EP22B-01:
Developing a Paradigm to Measure and Model the Form and Function of the Critical Zone
Abstract:
The Critical Zone (CZ) includes all chemical, physical, and biological processes in our environment. As humans change the CZ, it becomes more important for us to understand how the CZ will respond. The problem with understanding the CZ is that so many different processes are tightly coupled and exhibit threshold behaviors. We therefore have difficulty creating models that accurately describe CZ evolution.CZ science targets the development of models to understand these processes. To parameterize the models requires CZ characterization and observatories to measure fluxes of water, energy, solutes, and sediments (WESS). WESS fluxes can then, in turn, be compared to the time-integrated histories of those fluxes that are recorded in soil profiles, sediment deposits, and rocks. By using scenarios of human behavior along with models to cross timescales from minutes to millenia, we will learn to forecast the impacts of anthropogenic activity.
In the Susquehanna Shale Hills Critical Zone Observatory, a large team of researchers are developing a suite of models to simulate CZ processes over a range of timescales. At the same time, this team is moving from a paradigm of "measure everything everywhere" to "measure only what we need" as we scale up from the 0.1 km2 watershed at Shale Hills to the 165 km2 Shavers creek watershed.

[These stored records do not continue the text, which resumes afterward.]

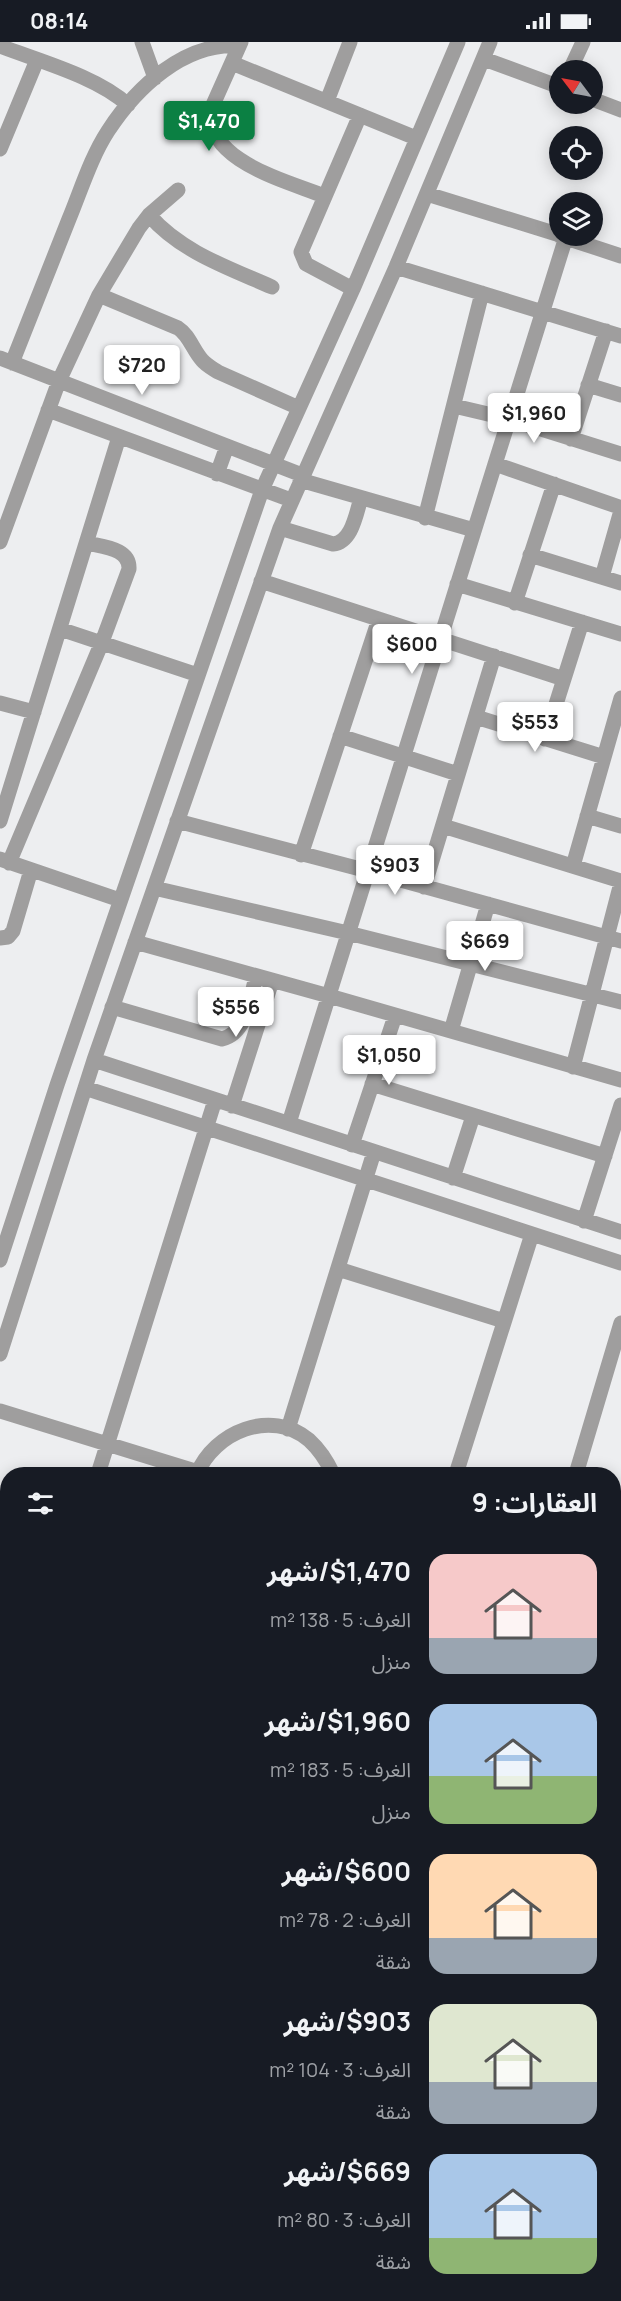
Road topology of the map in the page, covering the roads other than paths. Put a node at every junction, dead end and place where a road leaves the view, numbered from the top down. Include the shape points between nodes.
1 (142, 42) edge
2 (350, 42) edge
3 (458, 42) edge
4 (490, 42) edge
5 (583, 42) edge
6 (240, 44) edge
7 (0, 46) edge
8 (484, 59) junction
9 (37, 60) junction
10 (575, 60) edge
11 (232, 63) junction
12 (155, 78) junction
13 (549, 83) edge
14 (327, 101) junction
15 (603, 103) edge
16 (128, 105) junction
17 (621, 110) edge
18 (360, 115) junction
19 (416, 138) junction
20 (0, 148) edge
21 (178, 190) dead end
22 (427, 194) junction
23 (324, 196) junction
24 (149, 215) junction
25 (549, 232) edge
26 (559, 246) edge
27 (592, 246) edge
28 (621, 256) edge
29 (396, 267) junction
30 (272, 287) dead end
31 (353, 289) junction
32 (482, 293) junction
33 (99, 295) junction
34 (543, 310) junction
35 (606, 331) junction
36 (621, 336) edge
37 (6, 360) edge
38 (59, 381) junction
39 (588, 385) junction
40 (621, 395) edge
41 (454, 406) junction
42 (299, 408) junction
43 (48, 410) junction
44 (509, 419) junction
45 (119, 437) junction
46 (571, 439) junction
47 (227, 446) junction
48 (621, 454) edge
49 (273, 464) junction
50 (495, 464) junction
51 (217, 474) junction
52 (301, 478) junction
53 (554, 484) junction
54 (262, 490) junction
55 (361, 498) junction
56 (291, 500) junction
57 (425, 518) junction
58 (280, 528) junction
59 (474, 530) junction
60 (0, 542) edge
61 (87, 543) junction
62 (530, 555) junction
63 (602, 577) junction
64 (261, 580) junction
65 (621, 582) edge
66 (457, 584) junction
67 (515, 603) junction
68 (379, 619) junction
69 (582, 622) junction
70 (60, 628) junction
71 (621, 634) edge
72 (441, 638) junction
73 (102, 642) junction
74 (494, 656) junction
75 (198, 675) junction
76 (564, 679) junction
77 (621, 698) edge
78 (0, 703) edge
79 (34, 712) junction
80 (476, 717) junction
81 (340, 736) junction
82 (545, 739) junction
83 (404, 755) junction
84 (604, 757) junction
85 (458, 774) junction
86 (587, 816) junction
87 (0, 821) edge
88 (177, 821) junction
89 (443, 825) junction
90 (621, 826) edge
91 (301, 855) junction
92 (5, 861) edge
93 (573, 866) junction
94 (31, 870) junction
95 (368, 871) junction
96 (621, 882) edge
97 (424, 887) junction
98 (154, 888) junction
99 (120, 900) junction
100 (488, 904) junction
101 (348, 933) junction
102 (0, 938) edge
103 (614, 939) edge
104 (135, 942) junction
105 (471, 964) junction
106 (256, 977) junction
107 (272, 981) junction
108 (591, 995) junction
109 (329, 996) junction
110 (621, 1002) edge
111 (112, 1007) junction
112 (394, 1016) junction
113 (241, 1024) junction
114 (256, 1029) junction
115 (451, 1031) junction
116 (94, 1060) junction
117 (573, 1066) junction
118 (621, 1080) edge
119 (372, 1084) junction
120 (85, 1088) junction
121 (215, 1100) junction
122 (621, 1105) edge
123 (232, 1106) junction
124 (473, 1116) junction
125 (290, 1123) junction
126 (207, 1128) junction
127 (352, 1145) junction
128 (374, 1152) junction
129 (605, 1156) junction
130 (453, 1178) junction
131 (366, 1180) junction
132 (584, 1221) junction
133 (621, 1232) edge
134 (531, 1234) junction
135 (0, 1260) edge
136 (621, 1263) edge
137 (338, 1269) junction
138 (504, 1321) junction
139 (621, 1323) edge
140 (0, 1354) edge
141 (0, 1411) edge
142 (288, 1429) junction
143 (107, 1444) junction
144 (100, 1467) edge
145 (177, 1467) edge
146 (201, 1467) edge
147 (330, 1467) edge
148 (458, 1467) edge
149 (578, 1467) edge

1 - 12 street
2 - 14 street
3 - 19 street
4 - 8 street
5 - 10 street
6 - 11 street
6 - 12 street via 199,50
7 - 9 street
8 - 13 street
8 - 22 street
9 - 16 street via 105,87
9 - 20 street
11 - 14 street
11 - 23 street via 212,107 211,121 216,134 245,165
12 - 16 street
14 - 18 street
15 - 17 street
16 - 37 street via 107,132
18 - 19 street
18 - 23 street
19 - 31 street
21 - 24 street
22 - 25 street
22 - 29 street
23 - 31 street via 302,246 302,259 311,268
24 - 30 street via 189,249
24 - 33 street
26 - 34 street
27 - 28 street
29 - 32 street
29 - 52 street
31 - 42 street
32 - 34 street
32 - 41 street
33 - 38 street
33 - 42 street via 178,328 213,369
34 - 35 street
34 - 44 street
35 - 36 street
35 - 39 street
37 - 38 street
38 - 43 street
38 - 47 street
39 - 40 street
39 - 46 street
41 - 44 street
41 - 57 street
42 - 49 street
43 - 45 street
43 - 60 street
44 - 46 street
44 - 50 street
45 - 51 street
45 - 61 street
46 - 48 street
47 - 49 street
47 - 51 street
49 - 52 street
49 - 54 street
50 - 53 street
50 - 59 street
51 - 54 street
52 - 55 street
52 - 56 street
53 - 62 street
53 - 63 street via 621,509
54 - 56 street
54 - 75 street
55 - 57 street
55 - 58 street via 347,537 339,543
56 - 58 street
57 - 59 street
58 - 64 street
59 - 66 street
61 - 70 street
61 - 73 street via 122,553 130,564
62 - 63 street
62 - 67 street
63 - 65 street
64 - 68 street
64 - 88 street
66 - 67 street
66 - 72 street
67 - 69 street
68 - 72 street
68 - 81 street
69 - 71 street
69 - 76 street
70 - 73 street
70 - 79 street
72 - 74 street
72 - 83 street
73 - 75 street
73 - 92 street
74 - 76 street
74 - 80 street
75 - 99 street
76 - 82 street
77 - 84 street
78 - 79 street
79 - 87 street
80 - 82 street
80 - 85 street
81 - 83 street
81 - 91 street
82 - 84 street
83 - 85 street
83 - 95 street
84 - 86 street
85 - 89 street
86 - 90 street
86 - 93 street
88 - 91 street
88 - 98 street
89 - 93 street
89 - 97 street
91 - 95 street
92 - 94 street
93 - 96 street
94 - 99 street
94 - 102 street via 12,931 8,937
95 - 97 street
95 - 101 street
96 - 103 street
97 - 100 street
98 - 101 street
98 - 104 street
99 - 135 street
100 - 103 street
100 - 105 street
101 - 105 street
101 - 109 street
103 - 108 street
104 - 106 street
104 - 111 street
105 - 108 street
105 - 115 street
106 - 107 street
106 - 113 street
107 - 109 street
107 - 114 street
108 - 110 street
108 - 117 street
109 - 112 street
109 - 125 street
111 - 113 street via 216,1039 234,1035
111 - 116 street
112 - 115 street
112 - 119 street
113 - 114 street
114 - 123 street
115 - 117 street
116 - 120 street
116 - 121 street
117 - 118 street
119 - 124 street
119 - 127 street
120 - 126 street
120 - 140 street
121 - 123 street
121 - 126 street
122 - 129 street
123 - 125 street
124 - 129 street
124 - 130 street
125 - 127 street
126 - 131 street
126 - 143 street
127 - 128 street
128 - 130 street
128 - 131 street
129 - 132 street
130 - 132 street
131 - 134 street
131 - 137 street
132 - 133 street
134 - 136 street
134 - 138 street
137 - 138 street
137 - 142 street
138 - 148 street
139 - 149 street
141 - 143 street
142 - 146 street via 266,1425 244,1428 208,1453
142 - 147 street via 307,1439 323,1454
143 - 144 street
143 - 145 street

At Shale Hills, we made densely spaced measurements. In the Shavers creek watershed, we are targetting catenas in sub-catchments of the watershed as well as measurements of the main-branch streams. Sub-catchments were chosen to explore the different lithologies and land use characteristics. Instrumentation is already deployed in one first-order sub-catchment located on Tuscarora sandstone. The next sub-catchment to be instrumented, like Shale Hills, will be located on shale bedrock. Unlike Shale Hills, however, the sub-catchment will host agricultural activity. We are targetting our intensive chemical, physical, and biological measurements on catenas on north- and south-facing hillslopes in recognition of the fact that we cannot measure all locations. By combining our suite of models with these targetted measurements, we will understand regolith distribution so as to allow a greater capacity to simulate WESS fluxes and changes in soils, sediments, and landscapes over a range of timescales.